**ENTRIES PROVIDED**
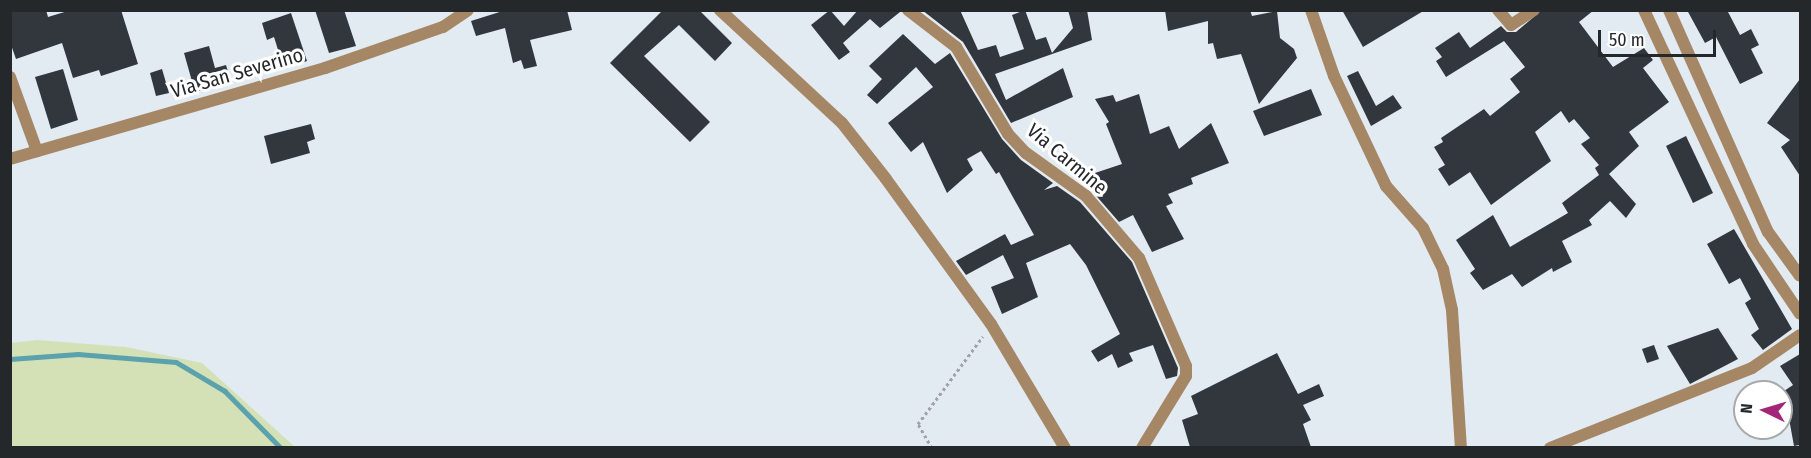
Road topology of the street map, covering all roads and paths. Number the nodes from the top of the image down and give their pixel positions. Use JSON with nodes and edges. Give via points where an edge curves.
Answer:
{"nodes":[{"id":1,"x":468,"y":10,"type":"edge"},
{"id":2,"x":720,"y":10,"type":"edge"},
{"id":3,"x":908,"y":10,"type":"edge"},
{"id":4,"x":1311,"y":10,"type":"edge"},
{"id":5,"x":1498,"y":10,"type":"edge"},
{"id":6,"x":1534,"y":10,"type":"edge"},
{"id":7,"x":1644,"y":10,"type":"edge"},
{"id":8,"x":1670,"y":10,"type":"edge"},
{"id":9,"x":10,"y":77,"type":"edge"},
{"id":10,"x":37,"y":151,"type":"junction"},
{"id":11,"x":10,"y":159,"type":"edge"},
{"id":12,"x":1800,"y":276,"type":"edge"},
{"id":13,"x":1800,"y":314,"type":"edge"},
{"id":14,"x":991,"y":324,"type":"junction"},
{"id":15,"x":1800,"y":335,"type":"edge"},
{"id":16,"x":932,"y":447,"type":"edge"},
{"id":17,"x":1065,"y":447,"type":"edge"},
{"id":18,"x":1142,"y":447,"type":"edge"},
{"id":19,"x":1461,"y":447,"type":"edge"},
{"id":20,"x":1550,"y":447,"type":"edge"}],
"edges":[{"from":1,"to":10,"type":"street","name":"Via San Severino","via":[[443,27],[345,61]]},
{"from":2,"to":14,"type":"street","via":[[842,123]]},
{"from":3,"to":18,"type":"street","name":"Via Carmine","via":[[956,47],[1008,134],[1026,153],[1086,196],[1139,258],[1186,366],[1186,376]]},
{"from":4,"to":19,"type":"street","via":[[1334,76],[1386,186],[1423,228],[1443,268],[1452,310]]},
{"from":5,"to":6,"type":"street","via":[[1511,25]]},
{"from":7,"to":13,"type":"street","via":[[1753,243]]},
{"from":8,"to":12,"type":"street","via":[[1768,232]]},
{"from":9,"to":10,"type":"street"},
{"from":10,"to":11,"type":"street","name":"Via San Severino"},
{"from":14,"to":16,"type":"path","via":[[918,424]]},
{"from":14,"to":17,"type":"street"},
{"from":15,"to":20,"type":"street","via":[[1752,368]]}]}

**YOUR OBJECTIVE**
Retype all of the material above precisely as it reads. Pictures are not part of the copy.

**SOLUTION**
Road topology of the street map, covering all roads and paths. Number the nodes from the top of the image down and give their pixel positions. Use JSON with nodes and edges. Give via points where an edge curves.
Answer:
{"nodes":[{"id":1,"x":468,"y":10,"type":"edge"},
{"id":2,"x":720,"y":10,"type":"edge"},
{"id":3,"x":908,"y":10,"type":"edge"},
{"id":4,"x":1311,"y":10,"type":"edge"},
{"id":5,"x":1498,"y":10,"type":"edge"},
{"id":6,"x":1534,"y":10,"type":"edge"},
{"id":7,"x":1644,"y":10,"type":"edge"},
{"id":8,"x":1670,"y":10,"type":"edge"},
{"id":9,"x":10,"y":77,"type":"edge"},
{"id":10,"x":37,"y":151,"type":"junction"},
{"id":11,"x":10,"y":159,"type":"edge"},
{"id":12,"x":1800,"y":276,"type":"edge"},
{"id":13,"x":1800,"y":314,"type":"edge"},
{"id":14,"x":991,"y":324,"type":"junction"},
{"id":15,"x":1800,"y":335,"type":"edge"},
{"id":16,"x":932,"y":447,"type":"edge"},
{"id":17,"x":1065,"y":447,"type":"edge"},
{"id":18,"x":1142,"y":447,"type":"edge"},
{"id":19,"x":1461,"y":447,"type":"edge"},
{"id":20,"x":1550,"y":447,"type":"edge"}],
"edges":[{"from":1,"to":10,"type":"street","name":"Via San Severino","via":[[443,27],[345,61]]},
{"from":2,"to":14,"type":"street","via":[[842,123]]},
{"from":3,"to":18,"type":"street","name":"Via Carmine","via":[[956,47],[1008,134],[1026,153],[1086,196],[1139,258],[1186,366],[1186,376]]},
{"from":4,"to":19,"type":"street","via":[[1334,76],[1386,186],[1423,228],[1443,268],[1452,310]]},
{"from":5,"to":6,"type":"street","via":[[1511,25]]},
{"from":7,"to":13,"type":"street","via":[[1753,243]]},
{"from":8,"to":12,"type":"street","via":[[1768,232]]},
{"from":9,"to":10,"type":"street"},
{"from":10,"to":11,"type":"street","name":"Via San Severino"},
{"from":14,"to":16,"type":"path","via":[[918,424]]},
{"from":14,"to":17,"type":"street"},
{"from":15,"to":20,"type":"street","via":[[1752,368]]}]}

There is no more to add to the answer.